> [WHAT YOU WILL DO] Give back every record verbatim, but not the pictures.

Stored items
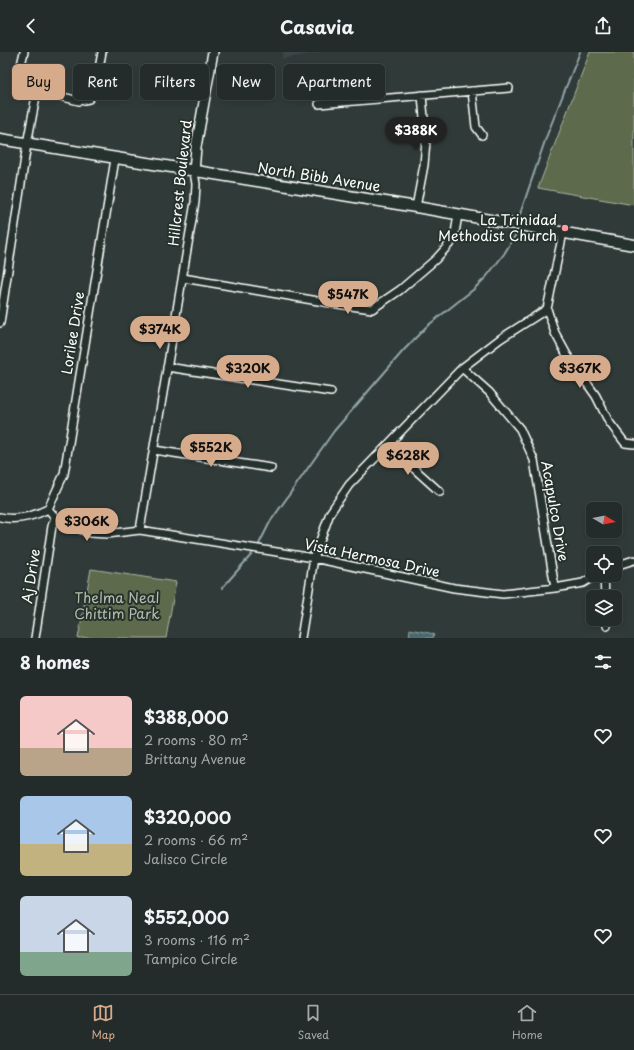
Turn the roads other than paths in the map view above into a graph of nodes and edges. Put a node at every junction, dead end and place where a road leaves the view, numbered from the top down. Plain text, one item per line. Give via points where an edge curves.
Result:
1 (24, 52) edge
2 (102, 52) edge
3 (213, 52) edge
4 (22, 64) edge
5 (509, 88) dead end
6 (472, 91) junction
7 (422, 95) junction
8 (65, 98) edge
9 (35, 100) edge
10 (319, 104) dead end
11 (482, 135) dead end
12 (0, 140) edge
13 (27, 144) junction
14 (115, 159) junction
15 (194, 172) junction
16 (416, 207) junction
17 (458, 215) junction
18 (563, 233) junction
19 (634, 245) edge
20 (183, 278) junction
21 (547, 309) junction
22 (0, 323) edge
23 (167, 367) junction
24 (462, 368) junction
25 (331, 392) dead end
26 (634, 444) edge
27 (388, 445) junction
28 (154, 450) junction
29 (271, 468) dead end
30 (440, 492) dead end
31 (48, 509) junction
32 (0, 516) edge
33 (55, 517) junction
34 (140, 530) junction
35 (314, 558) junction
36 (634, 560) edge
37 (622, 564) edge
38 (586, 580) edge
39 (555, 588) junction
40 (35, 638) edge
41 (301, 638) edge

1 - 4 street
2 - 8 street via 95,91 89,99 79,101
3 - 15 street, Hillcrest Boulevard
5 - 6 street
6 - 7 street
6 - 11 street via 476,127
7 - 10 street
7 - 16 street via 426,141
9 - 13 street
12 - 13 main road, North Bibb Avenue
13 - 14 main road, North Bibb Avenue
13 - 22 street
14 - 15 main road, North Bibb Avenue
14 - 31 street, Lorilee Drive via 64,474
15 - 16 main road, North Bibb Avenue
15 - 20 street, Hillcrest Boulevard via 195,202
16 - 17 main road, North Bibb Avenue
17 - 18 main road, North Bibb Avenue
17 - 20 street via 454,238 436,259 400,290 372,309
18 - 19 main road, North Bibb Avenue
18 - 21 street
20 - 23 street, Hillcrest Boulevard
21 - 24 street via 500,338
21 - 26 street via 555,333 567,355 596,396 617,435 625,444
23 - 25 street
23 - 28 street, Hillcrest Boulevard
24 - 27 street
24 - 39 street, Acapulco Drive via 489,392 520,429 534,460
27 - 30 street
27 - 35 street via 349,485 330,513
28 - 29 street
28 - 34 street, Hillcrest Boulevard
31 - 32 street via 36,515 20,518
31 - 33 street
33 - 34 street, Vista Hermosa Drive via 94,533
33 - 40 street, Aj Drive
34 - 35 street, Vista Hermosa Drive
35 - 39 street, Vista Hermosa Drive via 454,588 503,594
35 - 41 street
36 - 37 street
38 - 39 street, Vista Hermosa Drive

> [WRITTEN ANSWER]
Turn the roads other than paths in the map view above into a graph of nodes and edges. Put a node at every junction, dead end and place where a road leaves the view, numbered from the top down. Plain text, one item per line. Give via points where an edge curves.
Result:
1 (24, 52) edge
2 (102, 52) edge
3 (213, 52) edge
4 (22, 64) edge
5 (509, 88) dead end
6 (472, 91) junction
7 (422, 95) junction
8 (65, 98) edge
9 (35, 100) edge
10 (319, 104) dead end
11 (482, 135) dead end
12 (0, 140) edge
13 (27, 144) junction
14 (115, 159) junction
15 (194, 172) junction
16 (416, 207) junction
17 (458, 215) junction
18 (563, 233) junction
19 (634, 245) edge
20 (183, 278) junction
21 (547, 309) junction
22 (0, 323) edge
23 (167, 367) junction
24 (462, 368) junction
25 (331, 392) dead end
26 (634, 444) edge
27 (388, 445) junction
28 (154, 450) junction
29 (271, 468) dead end
30 (440, 492) dead end
31 (48, 509) junction
32 (0, 516) edge
33 (55, 517) junction
34 (140, 530) junction
35 (314, 558) junction
36 (634, 560) edge
37 (622, 564) edge
38 (586, 580) edge
39 (555, 588) junction
40 (35, 638) edge
41 (301, 638) edge

1 - 4 street
2 - 8 street via 95,91 89,99 79,101
3 - 15 street, Hillcrest Boulevard
5 - 6 street
6 - 7 street
6 - 11 street via 476,127
7 - 10 street
7 - 16 street via 426,141
9 - 13 street
12 - 13 main road, North Bibb Avenue
13 - 14 main road, North Bibb Avenue
13 - 22 street
14 - 15 main road, North Bibb Avenue
14 - 31 street, Lorilee Drive via 64,474
15 - 16 main road, North Bibb Avenue
15 - 20 street, Hillcrest Boulevard via 195,202
16 - 17 main road, North Bibb Avenue
17 - 18 main road, North Bibb Avenue
17 - 20 street via 454,238 436,259 400,290 372,309
18 - 19 main road, North Bibb Avenue
18 - 21 street
20 - 23 street, Hillcrest Boulevard
21 - 24 street via 500,338
21 - 26 street via 555,333 567,355 596,396 617,435 625,444
23 - 25 street
23 - 28 street, Hillcrest Boulevard
24 - 27 street
24 - 39 street, Acapulco Drive via 489,392 520,429 534,460
27 - 30 street
27 - 35 street via 349,485 330,513
28 - 29 street
28 - 34 street, Hillcrest Boulevard
31 - 32 street via 36,515 20,518
31 - 33 street
33 - 34 street, Vista Hermosa Drive via 94,533
33 - 40 street, Aj Drive
34 - 35 street, Vista Hermosa Drive
35 - 39 street, Vista Hermosa Drive via 454,588 503,594
35 - 41 street
36 - 37 street
38 - 39 street, Vista Hermosa Drive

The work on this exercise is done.